MLflow on Databricks — tracking to serving
Databricks invented MLflow, then built the rest of an ML platform around it. Tracking, Unity Catalog model registry, and serving endpoints — what's actually production-ready.
What you'll learn
- How managed MLflow auto-logs from any Databricks notebook or job
- Registering models to Unity Catalog (the new path) vs the deprecated Workspace registry
- Serving endpoints — real-time inference with auto-scaling and A/B
- Feature Engineering in Unity Catalog — Databricks' native feature store
Before you start
Databricks built MLflow. They also built the rest of an ML platform around it — and that integration is the strongest argument for doing ML on Databricks rather than wiring up the OSS pieces yourself. Every notebook has a tracking server attached. Models register to Unity Catalog with lineage. Serving endpoints are one CLI command. Feature tables live alongside your data tables.
This lesson is what changes when you take a model from “works in a notebook” to “serves traffic in production” on Databricks.
What you get for free
The instant you import mlflow in a Databricks notebook, several
things are already wired up:
- Tracking server — calling
mlflow.<flavor>.autolog()(or enabling workspace-level autologging in settings) captures metrics, parameters, and the trained model artifact for sklearn, XGBoost, LightGBM, PyTorch, TensorFlow, and Spark MLlib with no extra code. - Experiment — each notebook has an auto-created experiment at the notebook’s path. Runs from that notebook appear there.

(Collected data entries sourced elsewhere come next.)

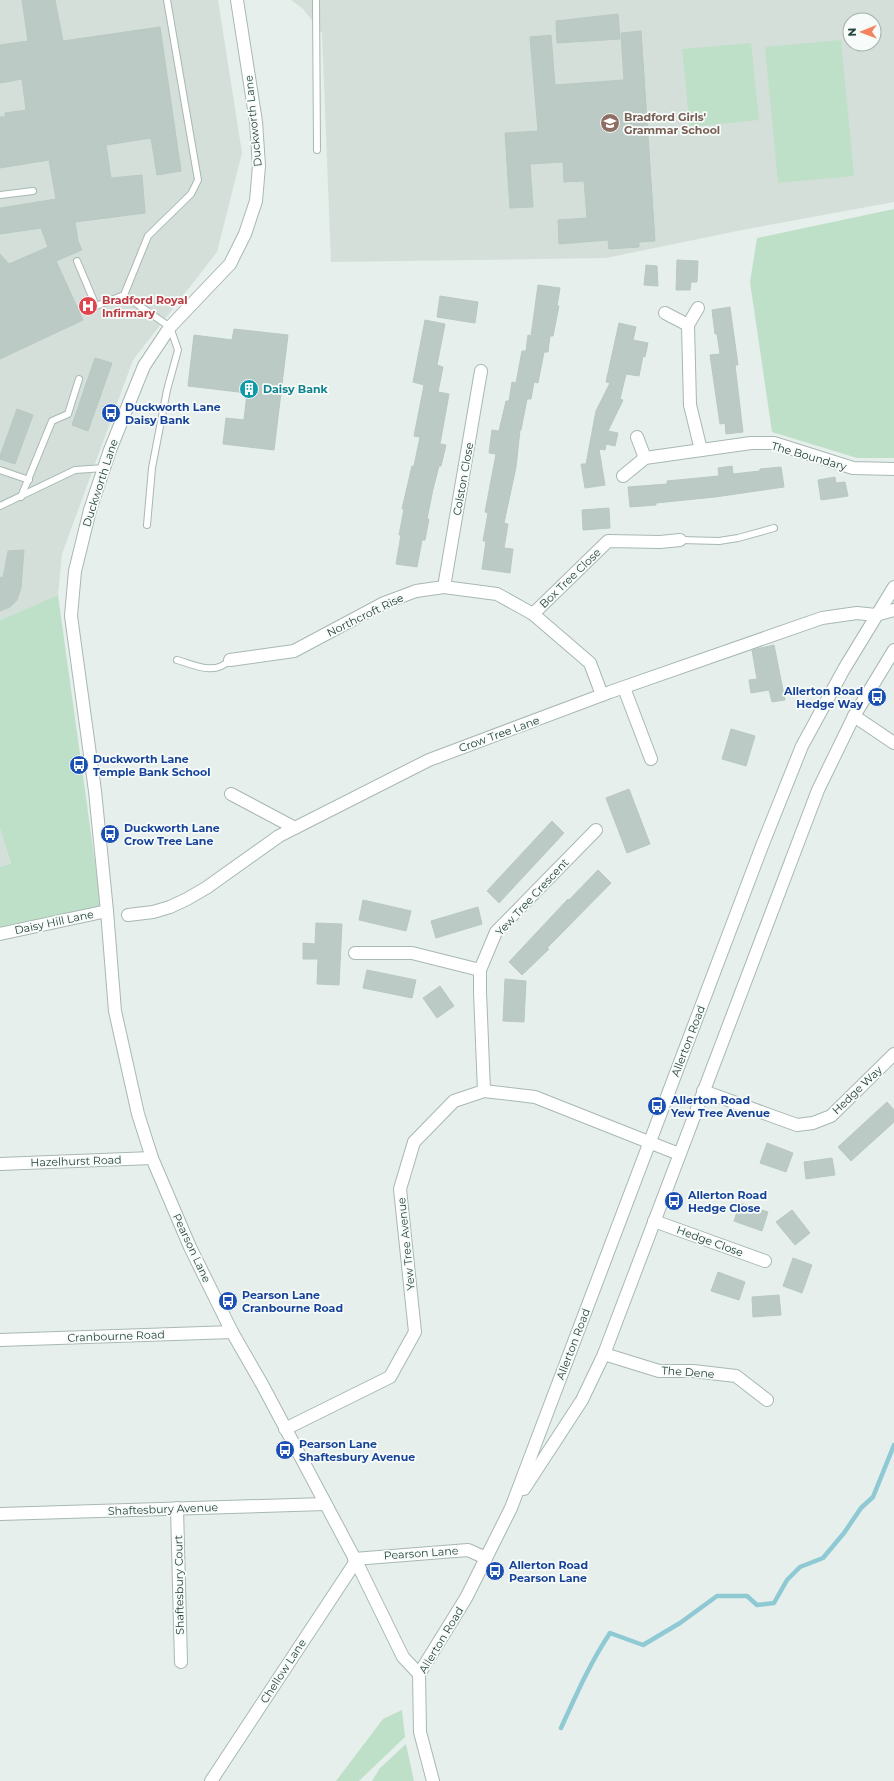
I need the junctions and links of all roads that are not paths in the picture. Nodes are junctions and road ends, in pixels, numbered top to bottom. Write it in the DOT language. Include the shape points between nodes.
graph roads {
  1 [pos="167,0"];
  2 [pos="237,0"];
  3 [pos="316,0"];
  4 [pos="317,150"];
  5 [pos="33,191"];
  6 [pos="0,195"];
  7 [pos="77,261"];
  8 [pos="124,295"];
  9 [pos="698,308"];
  10 [pos="665,313"];
  11 [pos="688,325"];
  12 [pos="170,327"];
  13 [pos="481,371"];
  14 [pos="79,379"];
  15 [pos="637,437"];
  16 [pos="701,450"];
  17 [pos="645,458"];
  18 [pos="104,468"];
  19 [pos="894,469"];
  20 [pos="0,470"];
  21 [pos="623,476"];
  22 [pos="29,480"];
  23 [pos="22,497"];
  24 [pos="0,506"];
  25 [pos="147,525"];
  26 [pos="774,528"];
  27 [pos="680,540"];
  28 [pos="444,587"];
  29 [pos="894,587"];
  30 [pos="894,610"];
  31 [pos="533,614"];
  32 [pos="876,615"];
  33 [pos="894,650"];
  34 [pos="176,660"];
  35 [pos="230,660"];
  36 [pos="624,688"];
  37 [pos="602,695"];
  38 [pos="854,716"];
  39 [pos="894,743"];
  40 [pos="651,759"];
  41 [pos="231,794"];
  42 [pos="295,828"];
  43 [pos="596,830"];
  44 [pos="108,911"];
  45 [pos="128,915"];
  46 [pos="0,934"];
  47 [pos="355,953"];
  48 [pos="480,970"];
  49 [pos="894,1054"];
  50 [pos="484,1091"];
  51 [pos="703,1091"];
  52 [pos="649,1142"];
  53 [pos="679,1154"];
  54 [pos="152,1158"];
  55 [pos="0,1164"];
  56 [pos="654,1221"];
  57 [pos="765,1261"];
  58 [pos="232,1332"];
  59 [pos="0,1340"];
  60 [pos="604,1354"];
  61 [pos="767,1400"];
  62 [pos="285,1429"];
  63 [pos="325,1504"];
  64 [pos="177,1508"];
  65 [pos="512,1508"];
  66 [pos="0,1514"];
  67 [pos="486,1558"];
  68 [pos="355,1560"];
  69 [pos="180,1662"];
  70 [pos="419,1674"];
  71 [pos="211,1781"];
  72 [pos="433,1781"];
  1 -- 8 [label="lane" via="198,180 191,194 148,236"];
  2 -- 12 [label="street, Duckworth Lane" via="256,122 259,166 256,201 245,234 230,264"];
  3 -- 4 [label="lane"];
  5 -- 6 [label="lane"];
  7 -- 8 [label="lane" via="96,306"];
  8 -- 12 [label="lane"];
  9 -- 11 [label="street"];
  10 -- 11 [label="street"];
  11 -- 16 [label="street" via="690,405"];
  12 -- 18 [label="street, Duckworth Lane" via="144,366"];
  12 -- 25 [label="lane" via="178,350 167,390 152,468"];
  13 -- 28 [label="street, Colston Close"];
  14 -- 22 [label="lane" via="68,414 52,421"];
  15 -- 17 [label="street"];
  16 -- 17 [label="street, The Boundary"];
  16 -- 19 [label="street, The Boundary" via="751,443 774,443 853,468"];
  17 -- 21 [label="street"];
  18 -- 23 [label="lane" via="75,470"];
  18 -- 44 [label="street, Duckworth Lane" via="90,510 76,571 71,616 96,791"];
  20 -- 22 [label="lane"];
  22 -- 23 [label="lane"];
  23 -- 24 [label="lane"];
  26 -- 27 [label="lane" via="725,540"];
  27 -- 31 [label="street, Box Tree Close" via="608,541"];
  28 -- 31 [label="street, Northcroft Rise" via="497,594"];
  28 -- 35 [label="street, Northcroft Rise" via="416,591 384,604 294,651"];
  29 -- 32 [label="street, Allerton Road"];
  30 -- 32 [label="street, Crow Tree Lane"];
  31 -- 37 [label="street, Northcroft Rise" via="590,663"];
  32 -- 36 [label="street, Crow Tree Lane" via="857,613 822,618"];
  32 -- 52 [label="street, Allerton Road" via="802,746"];
  33 -- 38 [label="street, Allerton Road"];
  34 -- 35 [label="lane" via="208,669 224,666"];
  36 -- 37 [label="street, Crow Tree Lane"];
  36 -- 40 [label="street"];
  37 -- 42 [label="street, Crow Tree Lane" via="429,760"];
  38 -- 39 [label="street"];
  38 -- 51 [label="street, Allerton Road" via="818,790"];
  41 -- 42 [label="street"];
  42 -- 45 [label="street, Crow Tree Lane" via="279,836 187,899 153,912"];
  43 -- 48 [label="street, Yew Tree Crescent" via="496,932"];
  44 -- 46 [label="street, Daisy Hill Lane"];
  44 -- 54 [label="street, Pearson Lane" via="115,1011 138,1114"];
  47 -- 48 [label="street" via="412,953"];
  48 -- 50 [label="street, Yew Tree Crescent"];
  49 -- 51 [label="street, Hedge Way" via="830,1116 813,1123 797,1125"];
  50 -- 52 [label="street, Yew Tree Avenue" via="535,1096"];
  50 -- 62 [label="street, Yew Tree Avenue" via="454,1101 414,1142 400,1189 415,1332 390,1377"];
  51 -- 53 [label="street, Allerton Road"];
  52 -- 53 [label="street, Yew Tree Avenue"];
  52 -- 65 [label="street, Allerton Road"];
  53 -- 56 [label="street, Allerton Road"];
  54 -- 55 [label="street, Hazelhurst Road"];
  54 -- 58 [label="street, Pearson Lane" via="190,1247"];
  56 -- 57 [label="street, Hedge Close"];
  56 -- 60 [label="street, Allerton Road"];
  58 -- 59 [label="street, Cranbourne Road"];
  58 -- 62 [label="street, Pearson Lane"];
  60 -- 61 [label="street, The Dene" via="659,1371 693,1371 736,1376"];
  60 -- 65 [label="street, Allerton Road" via="582,1400"];
  62 -- 63 [label="street, Pearson Lane"];
  63 -- 64 [label="street, Shaftesbury Avenue"];
  63 -- 68 [label="street, Pearson Lane"];
  64 -- 66 [label="street, Shaftesbury Avenue"];
  64 -- 69 [label="street, Shaftesbury Court"];
  65 -- 67 [label="street, Allerton Road"];
  67 -- 68 [label="street, Pearson Lane" via="468,1550"];
  67 -- 70 [label="street, Allerton Road" via="466,1598"];
  68 -- 70 [label="street, Pearson Lane" via="403,1657"];
  68 -- 71 [label="street, Chellow Lane"];
  70 -- 72 [label="street, Allerton Road" via="420,1732"];
}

- Artifact store — backed by your workspace’s DBFS / Unity Catalog volume. No S3 setup, no auth config.
- UI — the “Experiments” tab in the workspace, filterable, diff-able, with per-run plots.
A complete training script that takes advantage of all of this:
import mlflow
import mlflow.sklearn
from sklearn.ensemble import RandomForestClassifier
from sklearn.model_selection import train_test_split
# 1. Read features from a UC table — full lineage tracking
df = spark.read.table("main.ml.churn_features").toPandas()
X = df.drop(columns=["churned"])
y = df["churned"]
X_tr, X_te, y_tr, y_te = train_test_split(X, y, test_size=0.2, random_state=42)
# 2. Autolog: every metric, param, and the model itself, captured automatically
mlflow.sklearn.autolog()
with mlflow.start_run(run_name="rf-baseline"):
model = RandomForestClassifier(n_estimators=200, max_depth=8)
model.fit(X_tr, y_tr)
# Manual logging on top of autolog still works
test_acc = model.score(X_te, y_te)
mlflow.log_metric("test_accuracy", test_acc)
No tracking URI to configure. No S3 bucket to create. The run appears in the experiment UI before the cell finishes.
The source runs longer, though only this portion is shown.